EXERCISE DETAILS => Show, in full, each line of the data that contains "GAPURA".

══ GIVEN DATA

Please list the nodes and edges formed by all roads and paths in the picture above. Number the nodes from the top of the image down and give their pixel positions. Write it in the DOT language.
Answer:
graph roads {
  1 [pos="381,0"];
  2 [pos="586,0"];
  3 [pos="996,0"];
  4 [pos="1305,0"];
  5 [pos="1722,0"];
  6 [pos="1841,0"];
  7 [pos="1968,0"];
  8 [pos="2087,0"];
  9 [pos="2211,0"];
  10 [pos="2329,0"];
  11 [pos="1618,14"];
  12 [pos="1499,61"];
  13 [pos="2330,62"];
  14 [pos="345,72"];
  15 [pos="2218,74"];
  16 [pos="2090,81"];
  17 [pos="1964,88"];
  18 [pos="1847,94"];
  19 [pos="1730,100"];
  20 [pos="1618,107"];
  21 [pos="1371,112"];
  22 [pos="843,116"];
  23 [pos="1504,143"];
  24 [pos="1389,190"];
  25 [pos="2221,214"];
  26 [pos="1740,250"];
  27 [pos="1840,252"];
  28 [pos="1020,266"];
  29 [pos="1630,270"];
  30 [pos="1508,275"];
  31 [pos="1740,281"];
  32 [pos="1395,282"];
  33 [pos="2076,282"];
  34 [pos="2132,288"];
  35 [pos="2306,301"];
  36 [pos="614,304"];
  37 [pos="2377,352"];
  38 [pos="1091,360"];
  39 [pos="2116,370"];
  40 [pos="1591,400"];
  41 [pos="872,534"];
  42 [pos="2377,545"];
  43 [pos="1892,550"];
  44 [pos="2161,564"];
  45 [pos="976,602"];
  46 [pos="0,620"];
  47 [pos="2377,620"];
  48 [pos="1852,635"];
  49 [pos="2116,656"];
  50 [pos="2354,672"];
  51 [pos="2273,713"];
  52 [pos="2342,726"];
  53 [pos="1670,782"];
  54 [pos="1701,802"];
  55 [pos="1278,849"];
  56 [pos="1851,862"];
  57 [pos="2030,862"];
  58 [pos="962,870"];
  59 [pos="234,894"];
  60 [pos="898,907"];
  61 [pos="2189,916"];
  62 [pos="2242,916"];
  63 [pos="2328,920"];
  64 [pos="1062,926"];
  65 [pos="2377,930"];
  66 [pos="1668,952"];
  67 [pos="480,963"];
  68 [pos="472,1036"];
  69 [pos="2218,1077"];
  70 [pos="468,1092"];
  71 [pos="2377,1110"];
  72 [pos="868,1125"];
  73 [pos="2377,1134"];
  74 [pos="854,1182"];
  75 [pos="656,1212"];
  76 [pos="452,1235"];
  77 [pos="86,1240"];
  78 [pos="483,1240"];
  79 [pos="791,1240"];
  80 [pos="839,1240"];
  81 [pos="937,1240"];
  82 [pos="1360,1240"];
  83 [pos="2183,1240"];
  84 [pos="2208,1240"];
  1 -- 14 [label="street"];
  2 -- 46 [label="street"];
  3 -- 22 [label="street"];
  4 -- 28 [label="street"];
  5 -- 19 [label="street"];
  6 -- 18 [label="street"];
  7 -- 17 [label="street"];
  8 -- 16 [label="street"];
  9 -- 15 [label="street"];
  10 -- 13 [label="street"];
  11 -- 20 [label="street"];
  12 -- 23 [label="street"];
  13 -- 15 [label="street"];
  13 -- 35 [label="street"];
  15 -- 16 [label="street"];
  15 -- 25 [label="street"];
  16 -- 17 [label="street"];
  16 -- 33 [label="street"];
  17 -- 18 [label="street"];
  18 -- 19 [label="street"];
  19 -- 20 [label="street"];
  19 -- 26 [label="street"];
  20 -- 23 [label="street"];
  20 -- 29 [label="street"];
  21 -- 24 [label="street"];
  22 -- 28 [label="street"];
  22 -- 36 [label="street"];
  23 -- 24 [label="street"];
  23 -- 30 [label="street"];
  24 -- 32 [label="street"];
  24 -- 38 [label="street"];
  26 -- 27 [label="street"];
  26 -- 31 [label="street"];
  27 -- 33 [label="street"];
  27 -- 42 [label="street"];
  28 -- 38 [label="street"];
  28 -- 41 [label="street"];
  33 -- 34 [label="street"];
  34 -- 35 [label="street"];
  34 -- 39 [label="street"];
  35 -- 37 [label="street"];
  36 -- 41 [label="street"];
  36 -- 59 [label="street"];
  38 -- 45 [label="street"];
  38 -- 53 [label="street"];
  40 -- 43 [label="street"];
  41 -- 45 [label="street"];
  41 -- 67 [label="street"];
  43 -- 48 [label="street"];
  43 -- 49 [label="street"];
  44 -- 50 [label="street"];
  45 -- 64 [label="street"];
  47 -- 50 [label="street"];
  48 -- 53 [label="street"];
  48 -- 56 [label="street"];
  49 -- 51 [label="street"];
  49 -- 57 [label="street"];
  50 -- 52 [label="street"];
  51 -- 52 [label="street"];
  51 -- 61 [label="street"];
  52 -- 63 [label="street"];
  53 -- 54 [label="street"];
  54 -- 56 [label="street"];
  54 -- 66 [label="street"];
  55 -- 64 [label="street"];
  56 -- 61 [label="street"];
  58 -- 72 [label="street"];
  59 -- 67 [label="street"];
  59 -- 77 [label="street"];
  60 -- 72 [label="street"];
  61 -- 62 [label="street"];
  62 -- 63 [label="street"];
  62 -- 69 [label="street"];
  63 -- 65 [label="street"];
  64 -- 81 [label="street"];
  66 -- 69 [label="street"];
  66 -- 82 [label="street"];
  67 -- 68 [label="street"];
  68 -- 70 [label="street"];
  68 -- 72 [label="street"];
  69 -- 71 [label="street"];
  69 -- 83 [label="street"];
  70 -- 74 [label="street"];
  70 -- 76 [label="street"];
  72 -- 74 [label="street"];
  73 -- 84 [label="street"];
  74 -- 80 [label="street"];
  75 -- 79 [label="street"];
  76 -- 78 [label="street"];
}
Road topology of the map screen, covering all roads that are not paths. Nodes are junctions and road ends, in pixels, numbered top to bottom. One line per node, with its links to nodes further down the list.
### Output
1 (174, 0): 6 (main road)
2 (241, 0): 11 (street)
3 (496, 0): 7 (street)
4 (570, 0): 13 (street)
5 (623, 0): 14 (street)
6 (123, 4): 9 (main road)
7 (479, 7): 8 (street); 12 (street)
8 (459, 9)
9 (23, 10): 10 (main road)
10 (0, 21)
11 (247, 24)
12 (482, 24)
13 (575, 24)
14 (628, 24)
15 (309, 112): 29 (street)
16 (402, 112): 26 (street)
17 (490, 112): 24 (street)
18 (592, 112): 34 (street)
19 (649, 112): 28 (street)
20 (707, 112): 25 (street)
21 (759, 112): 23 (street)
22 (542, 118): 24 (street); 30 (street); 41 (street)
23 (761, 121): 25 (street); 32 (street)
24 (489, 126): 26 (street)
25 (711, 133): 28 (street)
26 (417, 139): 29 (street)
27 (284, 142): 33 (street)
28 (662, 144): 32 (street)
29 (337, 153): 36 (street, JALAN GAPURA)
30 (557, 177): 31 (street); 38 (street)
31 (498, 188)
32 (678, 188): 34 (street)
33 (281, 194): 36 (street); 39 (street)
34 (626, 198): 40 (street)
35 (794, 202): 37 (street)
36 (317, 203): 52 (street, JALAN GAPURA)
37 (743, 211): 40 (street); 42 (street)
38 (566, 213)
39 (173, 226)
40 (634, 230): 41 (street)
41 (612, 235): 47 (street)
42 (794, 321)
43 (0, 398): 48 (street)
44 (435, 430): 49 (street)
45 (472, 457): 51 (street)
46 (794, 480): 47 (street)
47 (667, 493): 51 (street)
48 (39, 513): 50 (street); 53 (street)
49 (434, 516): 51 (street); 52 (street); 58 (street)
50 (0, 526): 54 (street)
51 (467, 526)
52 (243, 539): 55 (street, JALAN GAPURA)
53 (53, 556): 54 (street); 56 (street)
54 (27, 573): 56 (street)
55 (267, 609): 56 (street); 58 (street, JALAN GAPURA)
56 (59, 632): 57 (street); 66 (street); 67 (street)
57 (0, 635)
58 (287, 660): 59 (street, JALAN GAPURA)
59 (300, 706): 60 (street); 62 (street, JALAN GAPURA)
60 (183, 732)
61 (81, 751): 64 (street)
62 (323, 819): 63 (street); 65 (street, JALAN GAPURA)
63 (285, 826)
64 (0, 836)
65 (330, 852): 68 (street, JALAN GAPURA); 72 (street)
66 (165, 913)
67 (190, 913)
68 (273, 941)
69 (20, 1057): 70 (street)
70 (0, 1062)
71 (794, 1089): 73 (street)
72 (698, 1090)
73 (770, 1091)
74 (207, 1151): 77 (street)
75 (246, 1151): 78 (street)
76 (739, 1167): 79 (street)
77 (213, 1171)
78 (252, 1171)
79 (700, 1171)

════

COMPLETED TASK =>
29 (337, 153): 36 (street, JALAN GAPURA)
36 (317, 203): 52 (street, JALAN GAPURA)
52 (243, 539): 55 (street, JALAN GAPURA)
55 (267, 609): 56 (street); 58 (street, JALAN GAPURA)
58 (287, 660): 59 (street, JALAN GAPURA)
59 (300, 706): 60 (street); 62 (street, JALAN GAPURA)
62 (323, 819): 63 (street); 65 (street, JALAN GAPURA)
65 (330, 852): 68 (street, JALAN GAPURA); 72 (street)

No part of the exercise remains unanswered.